The doctor asked me five and a half weeks ago if I could live with the pain. I couldn't really wrap my brain around the question then. Part of that was denial. The pain was not supposed to be there. He was supposed to tell me that it was just inflammation from the surgery. He was absolutely not supposed to tell me the cyst I'd had removed from my spine five weeks earlier was growing back.
So when he asked the question, "Can you live with this pain?" I couldn't stop flashing on how bad the pain had been before surgery to assess where the pain was in that particular moment.
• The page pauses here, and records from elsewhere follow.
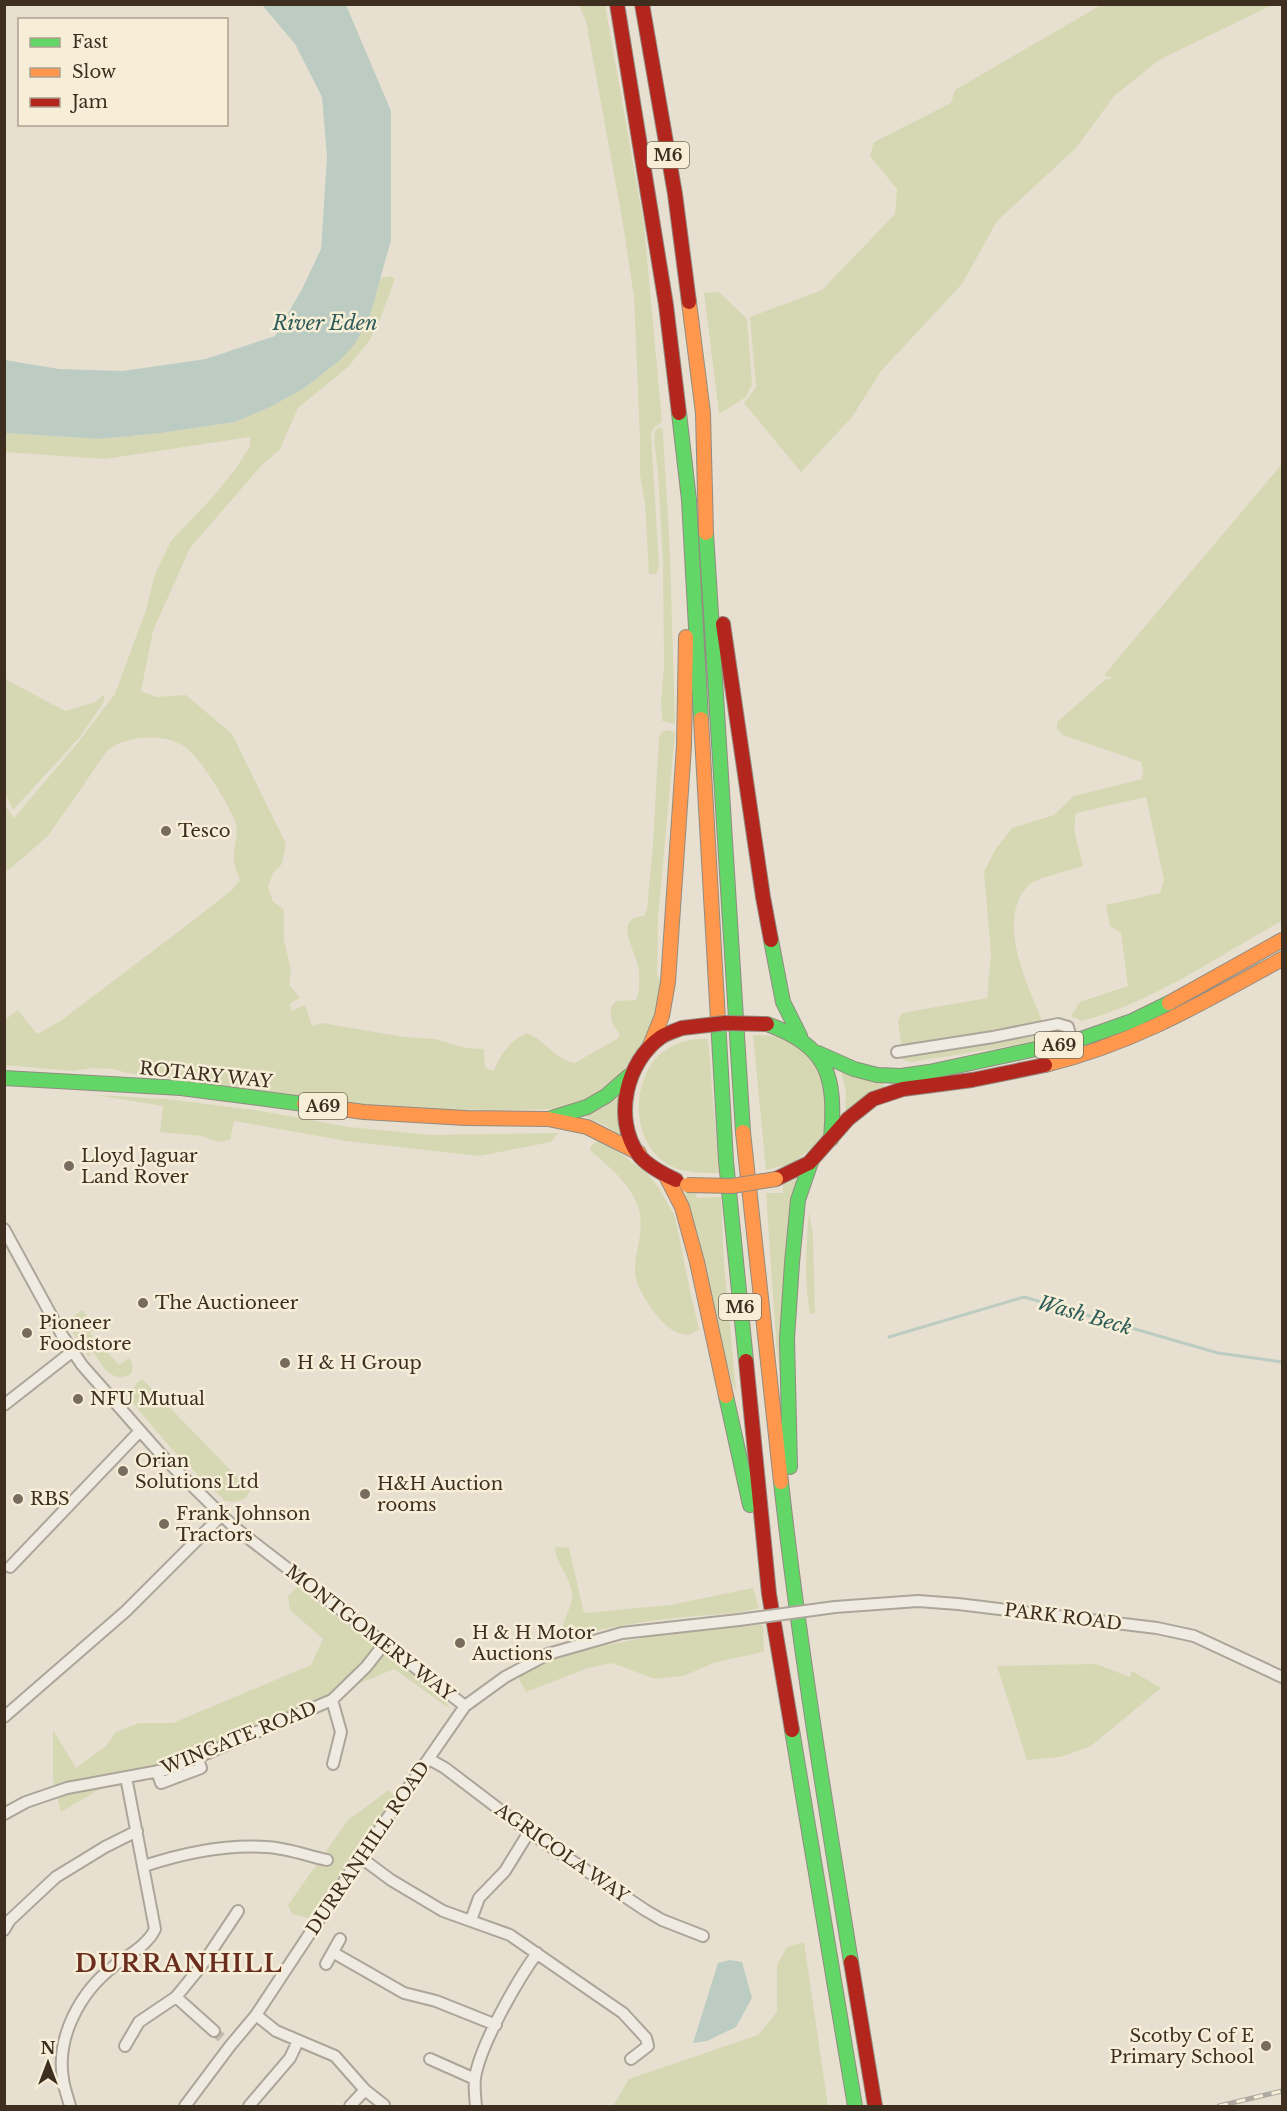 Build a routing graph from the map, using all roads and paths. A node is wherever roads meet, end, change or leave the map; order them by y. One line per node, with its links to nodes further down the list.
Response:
1 (617, 4): 3 (main road, M6)
2 (642, 4): 4 (main road, M6)
3 (689, 500): 9 (main road); 26 (main road, M6)
4 (705, 501): 7 (main road); 27 (main road, M6)
5 (1282, 940): 8 (main road, A69)
6 (1282, 959): 12 (main road, A69)
7 (800, 1036): 9 (main road, A69, bridge); 11 (main road)
8 (1072, 1042): 10 (street); 11 (main road, A69); 12 (street)
9 (649, 1048): 13 (main road, A69)
10 (897, 1052)
11 (818, 1053): 16 (main road)
12 (1076, 1058): 16 (main road, A69)
13 (630, 1075): 15 (main road, ROTARY WAY / A69); 17 (main road, A69)
14 (4, 1078): 15 (main road, ROTARY WAY / A69)
15 (548, 1119): 17 (main road, ROTARY WAY / A69)
16 (831, 1139): 18 (main road)
17 (639, 1154): 19 (main road, A69)
18 (811, 1162): 19 (main road, A69, bridge); 27 (main road)
19 (666, 1176): 26 (main road)
20 (6, 1234): 21 (street, MONTGOMERY WAY)
21 (73, 1351): 22 (street); 23 (street, MONTGOMERY WAY)
22 (4, 1405)
23 (139, 1432): 24 (street, MONTGOMERY WAY); 25 (street)
24 (222, 1515): 29 (street, MONTGOMERY WAY); 33 (street)
25 (10, 1567)
26 (769, 1594): 67 (main road, M6)
27 (794, 1594): 68 (main road, M6)
28 (739, 1620): 30 (street, PARK ROAD, bridge); 32 (street, DURRANHILL ROAD)
29 (384, 1644): 31 (street, WINGATE ROAD); 32 (street, MONTGOMERY WAY)
30 (1282, 1677)
31 (332, 1700): 35 (street); 36 (street, WINGATE ROAD)
32 (465, 1706): 34 (street, DURRANHILL ROAD)
33 (4, 1717)
34 (429, 1759): 39 (street, AGRICOLA WAY); 40 (street, DURRANHILL ROAD)
35 (333, 1764)
36 (126, 1777): 37 (street, WINGATE ROAD); 38 (street)
37 (4, 1814)
38 (136, 1832): 42 (street); 45 (street)
39 (529, 1832): 44 (street); 46 (street, AGRICOLA WAY)
40 (360, 1857): 44 (street); 52 (street, DURRANHILL ROAD)
41 (327, 1860): 42 (street)
42 (144, 1866): 62 (street)
43 (238, 1911): 51 (street)
44 (471, 1920): 49 (street)
45 (4, 1930)
46 (702, 1935)
47 (340, 1939): 48 (street)
48 (334, 1953): 50 (street); 53 (street)
49 (537, 1953): 53 (street); 58 (street)
50 (326, 1964)
51 (176, 1997): 54 (street); 56 (street)
52 (256, 2014): 55 (street); 63 (street, DURRANHILL ROAD)
53 (496, 2025): 59 (street)
54 (213, 2031)
55 (298, 2041): 60 (street); 64 (street)
56 (125, 2046)
57 (430, 2059): 59 (street)
58 (631, 2059)
59 (476, 2079): 66 (street)
60 (365, 2090): 61 (street); 65 (street)
61 (384, 2105)
62 (70, 2106)
63 (185, 2106)
64 (249, 2106)
65 (350, 2106)
66 (476, 2106)
67 (855, 2106)
68 (875, 2106)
And I couldn't think about saying "no" -- because what would no mean? Would no mean that I would kill myself over the pain?
Weeks later, the pain has gotten worse. The last week has seen the return of the searing sensation in my lower leg. It has been waking me up. And the pattern is the same. I awaken and there is a peaceful moment -- when I'm aware of being awake, but I'm enjoying the pleasure of my bed, but as soon as I move, the pain builds and I have to get up -- usually whimpering while I do it. It's not that I can't live with a couple of shortened nights of sleep (I have two kids -- I've done it), but now I'm playing the doctor's question through the lens of my daily life.... Can I live with never sleeping more than 4 hours at a stretch? That is where I was for more than a month before my surgery. Can I live with not being able to sit through an entire meeting? Can I live with cutting my students short and shooing them out the door so I can stop trying to hide my hurt?
When the pain first appeared, I tried so hard to ignore it. The first time, during a meeting, that I had to stand to relieve the leg pain, I felt such defeat. I could see the downward slope ahead of me.
I'm no longer standing at the top of that slope. And it is worse because I know where this is going. I was here so recently. And I know that I can't parent, I can't grade or write, I can't concentrate when I have to hold my body so carefully and so intentionally all the time.
Right now, I am achingly tired, but I can't go to bed. It is too early. I'll be up at three, even with narcotics (but the narcotics will help me get to 3am quite nicely). In moments like these, I can almost see myself saying "no" to the doctor. No, I can't live with this. But that leaves me in a place that might be scarier than the pain.